Work to be completed.
Among the entries below, find each line with "Kruisstraat" and show it.
[Exercise material]
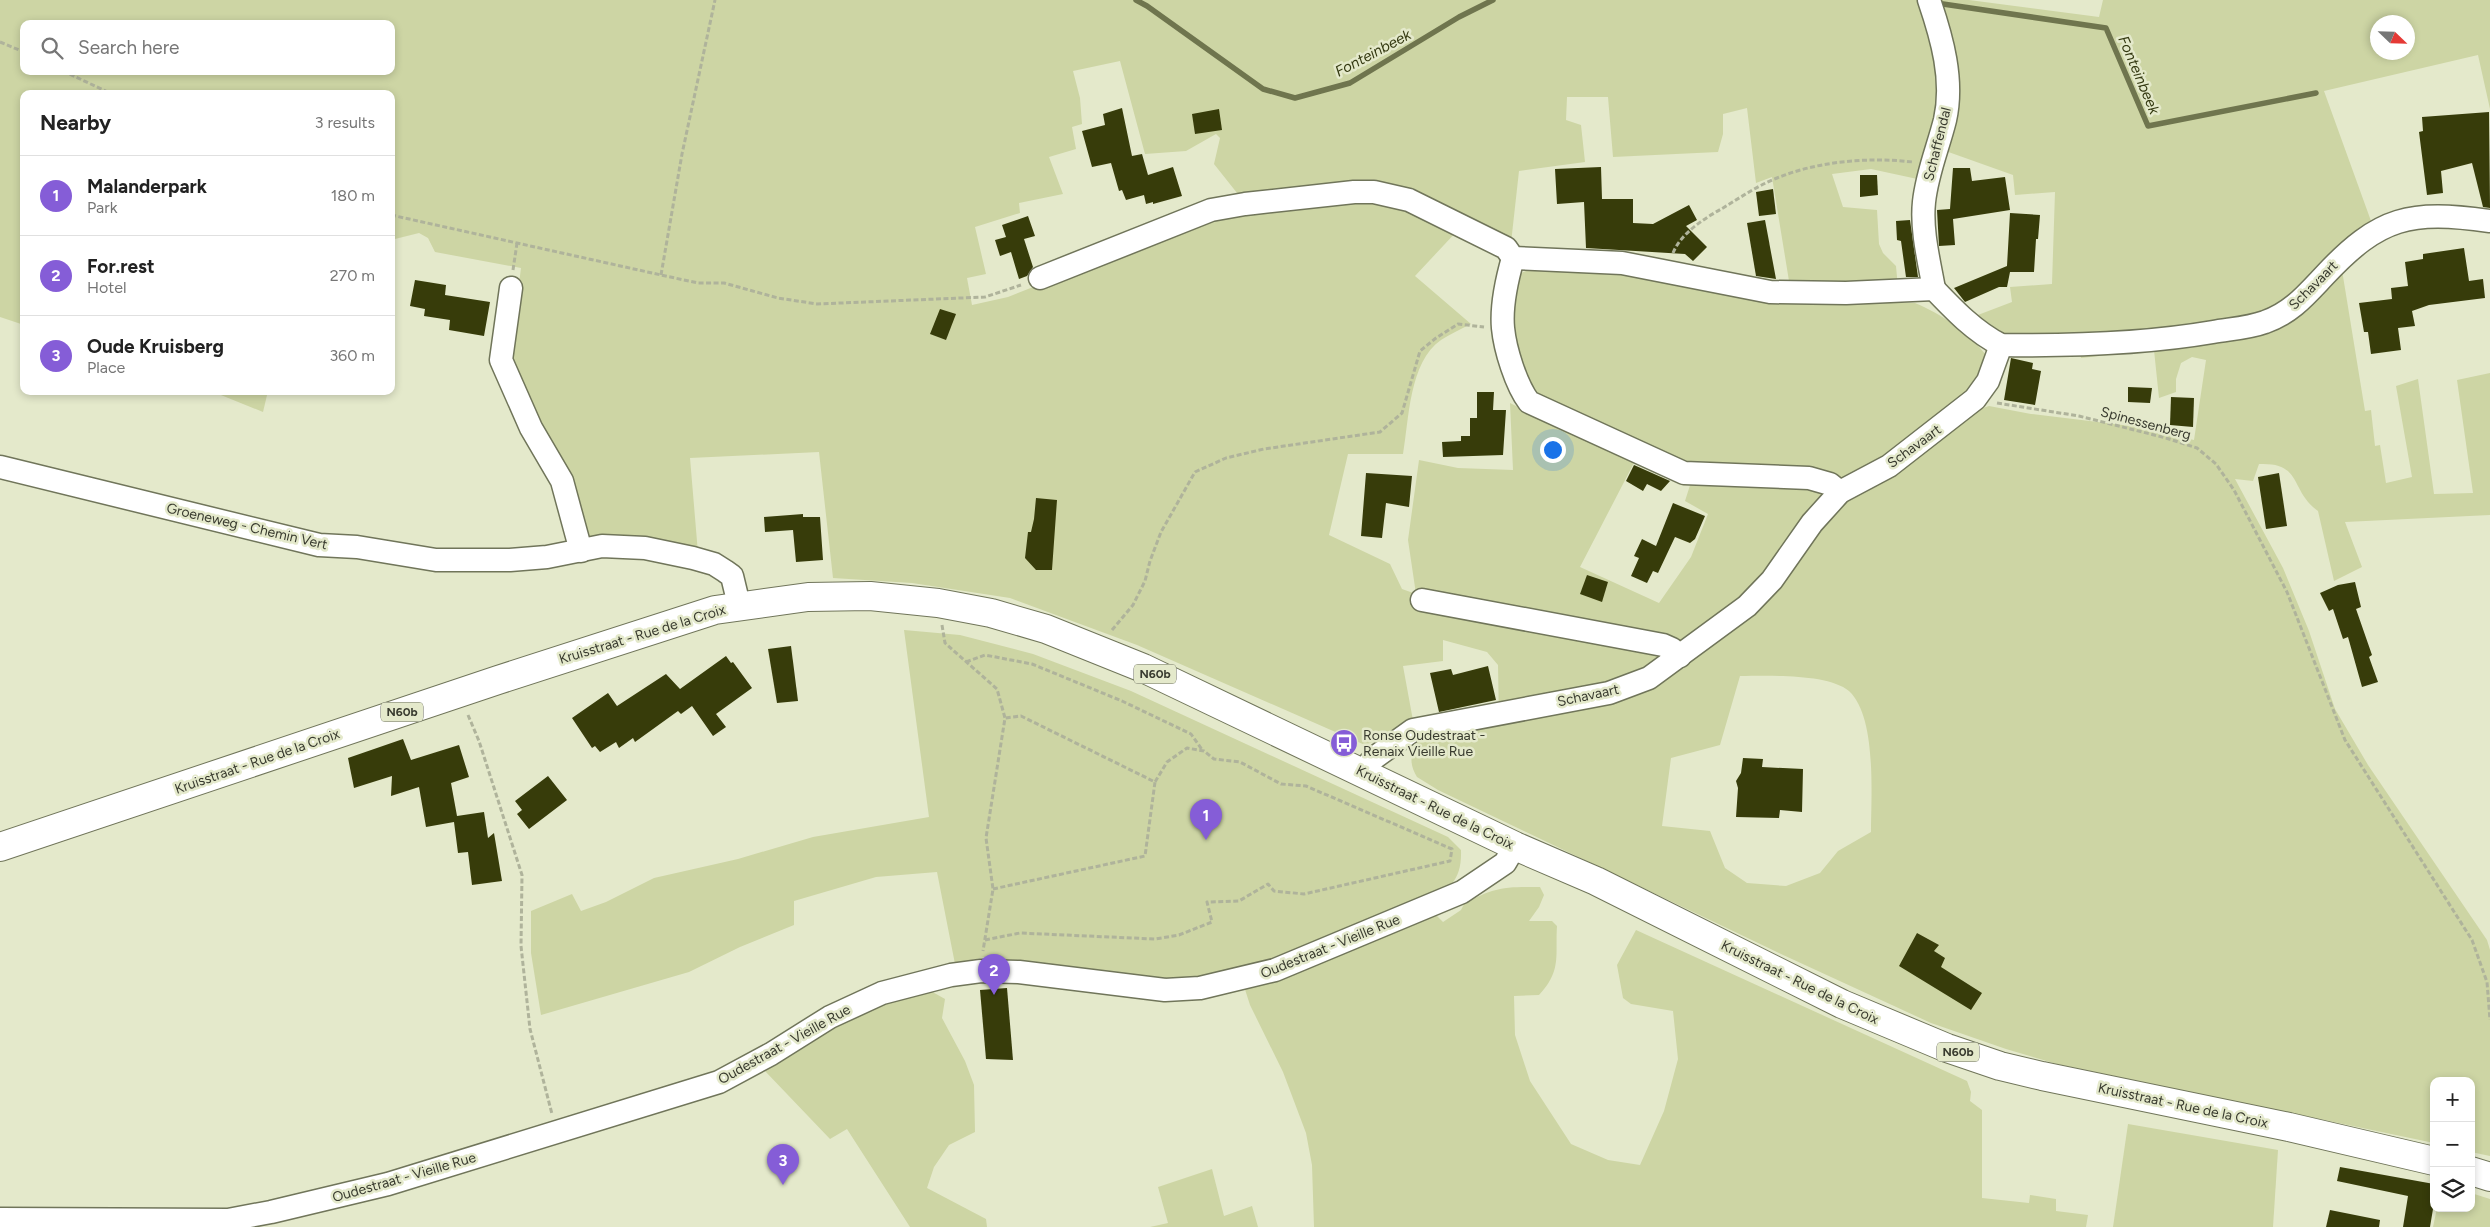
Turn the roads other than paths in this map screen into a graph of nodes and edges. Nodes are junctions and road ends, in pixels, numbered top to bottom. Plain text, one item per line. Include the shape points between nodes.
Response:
1 (1929, 0) edge
2 (2490, 221) edge
3 (1513, 258) junction
4 (1040, 278) road end
5 (511, 288) road end
6 (1934, 289) junction
7 (2001, 345) junction
8 (0, 467) edge
9 (1840, 492) junction
10 (581, 551) junction
11 (1422, 600) dead end
12 (739, 605) junction
13 (1680, 656) junction
14 (1362, 772) junction
15 (1515, 846) junction
16 (0, 847) edge
17 (2430, 1160) edge
18 (2475, 1172) edge
19 (2490, 1177) edge
20 (0, 1219) edge

1 - 6 street, Schaffendal via 1948,78 1945,120 1930,166 1923,204 1925,239
2 - 7 street, Schavaart via 2418,216 2380,228 2365,236 2345,254 2292,309 2254,325 2125,342
3 - 4 street via 1506,248 1425,207 1392,195 1354,192 1211,210
3 - 6 street via 1622,263 1770,292
3 - 9 street via 1505,292 1503,328 1517,379 1529,402 1684,473 1809,478 1826,482
5 - 10 street via 501,360 531,428 562,481
6 - 7 street via 1959,314
7 - 9 street, Schavaart via 1988,381 1975,399 1889,466
8 - 10 street, Groeneweg - Chemin Vert via 319,545 356,547 436,560 510,560
9 - 13 street, Schavaart via 1748,606
10 - 12 street, Groeneweg - Chemin Vert via 602,546 645,548 714,564 732,576
11 - 13 street via 1664,645
12 - 14 main road, Kruisstraat - Rue de la Croix / N60b via 808,597 870,596 938,603 1020,621 1143,668
12 - 16 main road, Kruisstraat - Rue de la Croix / N60b via 657,628 458,693
13 - 14 street, Schavaart via 1649,678 1609,693 1413,730 1374,758
14 - 15 main road, Kruisstraat - Rue de la Croix / N60b
15 - 17 main road, Kruisstraat - Rue de la Croix / N60b via 1596,882 1842,1004 1947,1048 2042,1076
15 - 20 street, Oudestraat - Vieille Rue via 1504,863 1462,892 1275,970 1245,979 1200,988 1164,990 1020,972 981,970 951,975 882,994 830,1017 719,1082 388,1184 228,1220
18 - 19 main road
[/Exercise material]
Worked solution.
12 - 14 main road, Kruisstraat - Rue de la Croix / N60b via 808,597 870,596 938,603 1020,621 1143,668
12 - 16 main road, Kruisstraat - Rue de la Croix / N60b via 657,628 458,693
14 - 15 main road, Kruisstraat - Rue de la Croix / N60b
15 - 17 main road, Kruisstraat - Rue de la Croix / N60b via 1596,882 1842,1004 1947,1048 2042,1076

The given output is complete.